- _AIM OF THE EXERCISE_:
Each of the entries should be output exactly, with nothing left out.
+++ RECORDS SHOWN +++
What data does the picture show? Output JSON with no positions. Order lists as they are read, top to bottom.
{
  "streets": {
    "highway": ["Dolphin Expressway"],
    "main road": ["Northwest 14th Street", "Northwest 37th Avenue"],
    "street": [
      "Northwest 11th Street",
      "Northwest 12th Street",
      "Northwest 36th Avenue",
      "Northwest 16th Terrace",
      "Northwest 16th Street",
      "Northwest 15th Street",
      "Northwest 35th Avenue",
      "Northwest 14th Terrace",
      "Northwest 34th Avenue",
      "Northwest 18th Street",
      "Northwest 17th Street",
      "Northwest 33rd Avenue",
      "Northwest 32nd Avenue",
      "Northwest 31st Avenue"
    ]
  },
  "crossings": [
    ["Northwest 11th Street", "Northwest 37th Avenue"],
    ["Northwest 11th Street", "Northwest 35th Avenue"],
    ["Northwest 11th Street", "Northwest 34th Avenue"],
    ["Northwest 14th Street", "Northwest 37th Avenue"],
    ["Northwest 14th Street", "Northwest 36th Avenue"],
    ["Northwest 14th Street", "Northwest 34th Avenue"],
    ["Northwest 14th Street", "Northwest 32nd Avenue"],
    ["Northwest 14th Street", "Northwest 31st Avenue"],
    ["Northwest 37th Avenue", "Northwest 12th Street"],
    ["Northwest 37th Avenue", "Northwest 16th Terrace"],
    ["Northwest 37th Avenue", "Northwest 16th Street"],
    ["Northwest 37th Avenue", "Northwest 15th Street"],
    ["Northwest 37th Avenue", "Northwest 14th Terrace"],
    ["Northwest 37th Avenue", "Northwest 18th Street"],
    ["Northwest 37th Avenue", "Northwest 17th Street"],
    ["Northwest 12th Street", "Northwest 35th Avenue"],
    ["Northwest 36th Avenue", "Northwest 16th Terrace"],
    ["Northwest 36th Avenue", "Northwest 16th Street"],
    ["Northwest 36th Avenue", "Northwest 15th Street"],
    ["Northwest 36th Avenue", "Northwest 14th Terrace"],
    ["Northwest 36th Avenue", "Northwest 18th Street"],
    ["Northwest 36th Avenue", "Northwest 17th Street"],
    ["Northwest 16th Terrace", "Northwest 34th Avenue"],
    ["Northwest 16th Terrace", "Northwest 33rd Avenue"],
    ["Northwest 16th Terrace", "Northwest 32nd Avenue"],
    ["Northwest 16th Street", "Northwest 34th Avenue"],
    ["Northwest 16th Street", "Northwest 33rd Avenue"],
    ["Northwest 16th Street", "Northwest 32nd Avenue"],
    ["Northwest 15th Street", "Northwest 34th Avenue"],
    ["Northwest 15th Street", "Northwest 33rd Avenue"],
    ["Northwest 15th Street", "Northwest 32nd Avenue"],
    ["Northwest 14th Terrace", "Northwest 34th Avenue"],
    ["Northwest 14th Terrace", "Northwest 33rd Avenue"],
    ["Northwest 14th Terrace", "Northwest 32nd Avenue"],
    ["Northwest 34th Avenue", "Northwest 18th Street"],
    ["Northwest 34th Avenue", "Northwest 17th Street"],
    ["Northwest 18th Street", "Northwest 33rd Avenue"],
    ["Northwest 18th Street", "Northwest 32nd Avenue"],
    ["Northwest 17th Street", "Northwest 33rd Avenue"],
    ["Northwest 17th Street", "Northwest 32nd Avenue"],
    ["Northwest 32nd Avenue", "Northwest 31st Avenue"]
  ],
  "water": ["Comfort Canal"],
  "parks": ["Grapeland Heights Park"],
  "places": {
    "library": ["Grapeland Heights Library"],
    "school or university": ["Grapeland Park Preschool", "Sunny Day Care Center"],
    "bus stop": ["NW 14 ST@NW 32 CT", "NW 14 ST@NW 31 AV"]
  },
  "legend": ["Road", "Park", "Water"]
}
+++
- _OUTPUT BELOW_:
What data does the picture show? Output JSON with no positions. Order lists as they are read, top to bottom.
{
  "streets": {
    "highway": ["Dolphin Expressway"],
    "main road": ["Northwest 14th Street", "Northwest 37th Avenue"],
    "street": [
      "Northwest 11th Street",
      "Northwest 12th Street",
      "Northwest 36th Avenue",
      "Northwest 16th Terrace",
      "Northwest 16th Street",
      "Northwest 15th Street",
      "Northwest 35th Avenue",
      "Northwest 14th Terrace",
      "Northwest 34th Avenue",
      "Northwest 18th Street",
      "Northwest 17th Street",
      "Northwest 33rd Avenue",
      "Northwest 32nd Avenue",
      "Northwest 31st Avenue"
    ]
  },
  "crossings": [
    ["Northwest 11th Street", "Northwest 37th Avenue"],
    ["Northwest 11th Street", "Northwest 35th Avenue"],
    ["Northwest 11th Street", "Northwest 34th Avenue"],
    ["Northwest 14th Street", "Northwest 37th Avenue"],
    ["Northwest 14th Street", "Northwest 36th Avenue"],
    ["Northwest 14th Street", "Northwest 34th Avenue"],
    ["Northwest 14th Street", "Northwest 32nd Avenue"],
    ["Northwest 14th Street", "Northwest 31st Avenue"],
    ["Northwest 37th Avenue", "Northwest 12th Street"],
    ["Northwest 37th Avenue", "Northwest 16th Terrace"],
    ["Northwest 37th Avenue", "Northwest 16th Street"],
    ["Northwest 37th Avenue", "Northwest 15th Street"],
    ["Northwest 37th Avenue", "Northwest 14th Terrace"],
    ["Northwest 37th Avenue", "Northwest 18th Street"],
    ["Northwest 37th Avenue", "Northwest 17th Street"],
    ["Northwest 12th Street", "Northwest 35th Avenue"],
    ["Northwest 36th Avenue", "Northwest 16th Terrace"],
    ["Northwest 36th Avenue", "Northwest 16th Street"],
    ["Northwest 36th Avenue", "Northwest 15th Street"],
    ["Northwest 36th Avenue", "Northwest 14th Terrace"],
    ["Northwest 36th Avenue", "Northwest 18th Street"],
    ["Northwest 36th Avenue", "Northwest 17th Street"],
    ["Northwest 16th Terrace", "Northwest 34th Avenue"],
    ["Northwest 16th Terrace", "Northwest 33rd Avenue"],
    ["Northwest 16th Terrace", "Northwest 32nd Avenue"],
    ["Northwest 16th Street", "Northwest 34th Avenue"],
    ["Northwest 16th Street", "Northwest 33rd Avenue"],
    ["Northwest 16th Street", "Northwest 32nd Avenue"],
    ["Northwest 15th Street", "Northwest 34th Avenue"],
    ["Northwest 15th Street", "Northwest 33rd Avenue"],
    ["Northwest 15th Street", "Northwest 32nd Avenue"],
    ["Northwest 14th Terrace", "Northwest 34th Avenue"],
    ["Northwest 14th Terrace", "Northwest 33rd Avenue"],
    ["Northwest 14th Terrace", "Northwest 32nd Avenue"],
    ["Northwest 34th Avenue", "Northwest 18th Street"],
    ["Northwest 34th Avenue", "Northwest 17th Street"],
    ["Northwest 18th Street", "Northwest 33rd Avenue"],
    ["Northwest 18th Street", "Northwest 32nd Avenue"],
    ["Northwest 17th Street", "Northwest 33rd Avenue"],
    ["Northwest 17th Street", "Northwest 32nd Avenue"],
    ["Northwest 32nd Avenue", "Northwest 31st Avenue"]
  ],
  "water": ["Comfort Canal"],
  "parks": ["Grapeland Heights Park"],
  "places": {
    "library": ["Grapeland Heights Library"],
    "school or university": ["Grapeland Park Preschool", "Sunny Day Care Center"],
    "bus stop": ["NW 14 ST@NW 32 CT", "NW 14 ST@NW 31 AV"]
  },
  "legend": ["Road", "Park", "Water"]
}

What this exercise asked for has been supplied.